It was the type of mask the reveler sported that chilled Tom: a full
face with slitted eyeholes that was completely inert…expressionless…sexless.
Even a death mask carried character and emotion, even mannequins looked different from one another. But these
masks—always silver or gold or fluorescent white--were inhuman; almost
insectile in the sameness of their features.
The wearers of these masks were invariably further hidden under heavy
turbaned hats and veils, long flowing robes—there was nothing but height to
distinguish them—and height could be a fooler, as Tom knew. You could only
sense the smirk behind these masks, the intent to terrify or lure— The masker raised its thin arms and gloved fingers and began a silent snaky dance, beckoning Tom to draw near, to allow himself to be seduced in unknown embrace. The lack of sound, of music of, human speech was frightening, too—and Tom dropped back a step. The figure veiled in white and red and silver moved toward him—he looked toward the entrance of the gardens, his eyes flitted toward the restroom—where was Rita? He was too aware of the costume, the patterns the masker’s hands mimed, the slow minuet of its shifting feet. The filmy wisps of its robe—white, silver, red—as light as streamers of gauze—floated up and drifted on unseen wind. It was like looking into the heart of a cold flame, Tom thought; his eyes followed the rhythmic movements of hands and feet and cloth. He felt hypnotized by its soft weaving to and fro. The masker was closer now, a hand’s breadth away.

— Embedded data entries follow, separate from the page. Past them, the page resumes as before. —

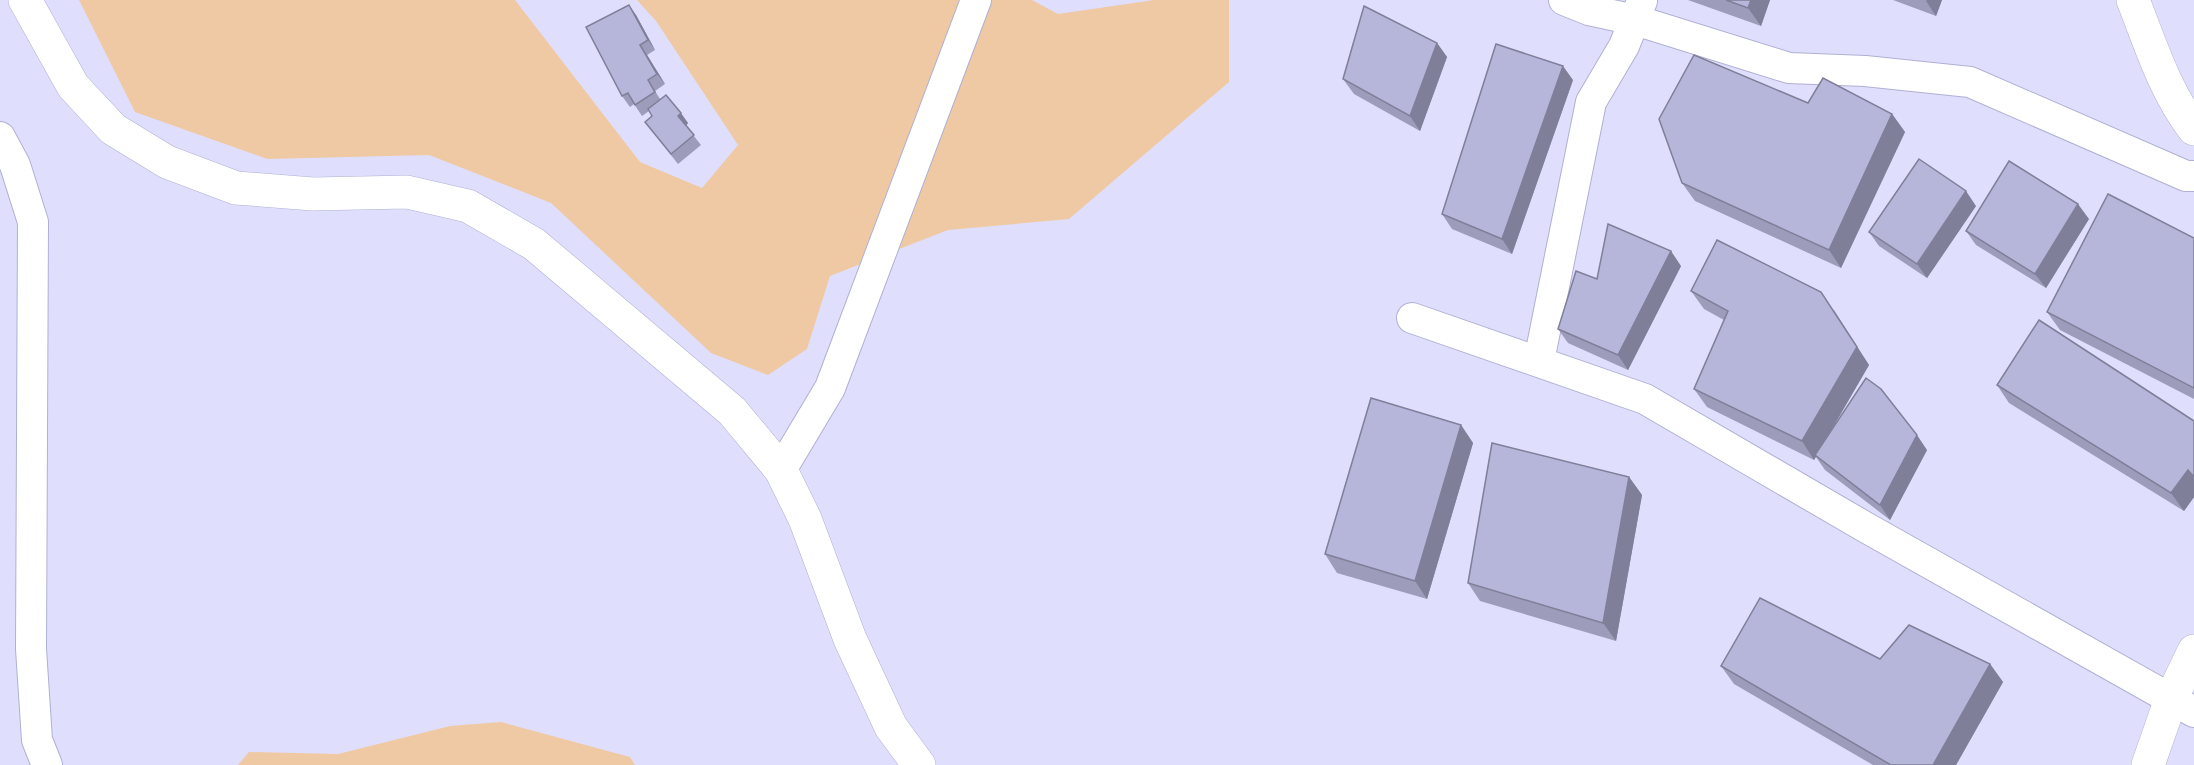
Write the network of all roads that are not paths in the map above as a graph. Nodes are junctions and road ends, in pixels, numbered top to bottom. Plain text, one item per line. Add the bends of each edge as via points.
1 (25, 0) edge
2 (976, 0) edge
3 (1564, 0) edge
4 (2133, 0) edge
5 (1639, 10) edge
6 (2194, 129) edge
7 (0, 137) edge
8 (2194, 176) edge
9 (1412, 318) dead end
10 (1539, 361) junction
11 (781, 470) junction
12 (2194, 651) edge
13 (2183, 706) edge
14 (47, 765) edge
15 (919, 765) edge
16 (2148, 765) edge

1 - 11 street via 73,86 113,129 167,162 236,188 313,194 407,192 468,206 534,244 732,411
2 - 11 street via 830,388
3 - 5 street via 1589,10
4 - 6 street via 2157,62
5 - 8 street via 1789,68 1970,82 2186,176
5 - 10 street via 1624,46 1591,102
7 - 14 street via 15,165 33,222 31,650 37,740
9 - 10 street
10 - 13 street via 1645,399 1865,528
11 - 15 street via 850,639 891,727
12 - 13 street
13 - 16 street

The vaporous gown was silkweb where its tendrils lighted on his arms or brushed
his legs. A cobra, a silver candleflame, his mind intoned—the sound of a
leather sole scraping a pebble (his own? the masker’s foot?) startled him back
to the moment. “Rita!” he called out at the same time he heard the
rustle of satin and the broad golden arc of hoopskirt bobbed into view. “Rita,”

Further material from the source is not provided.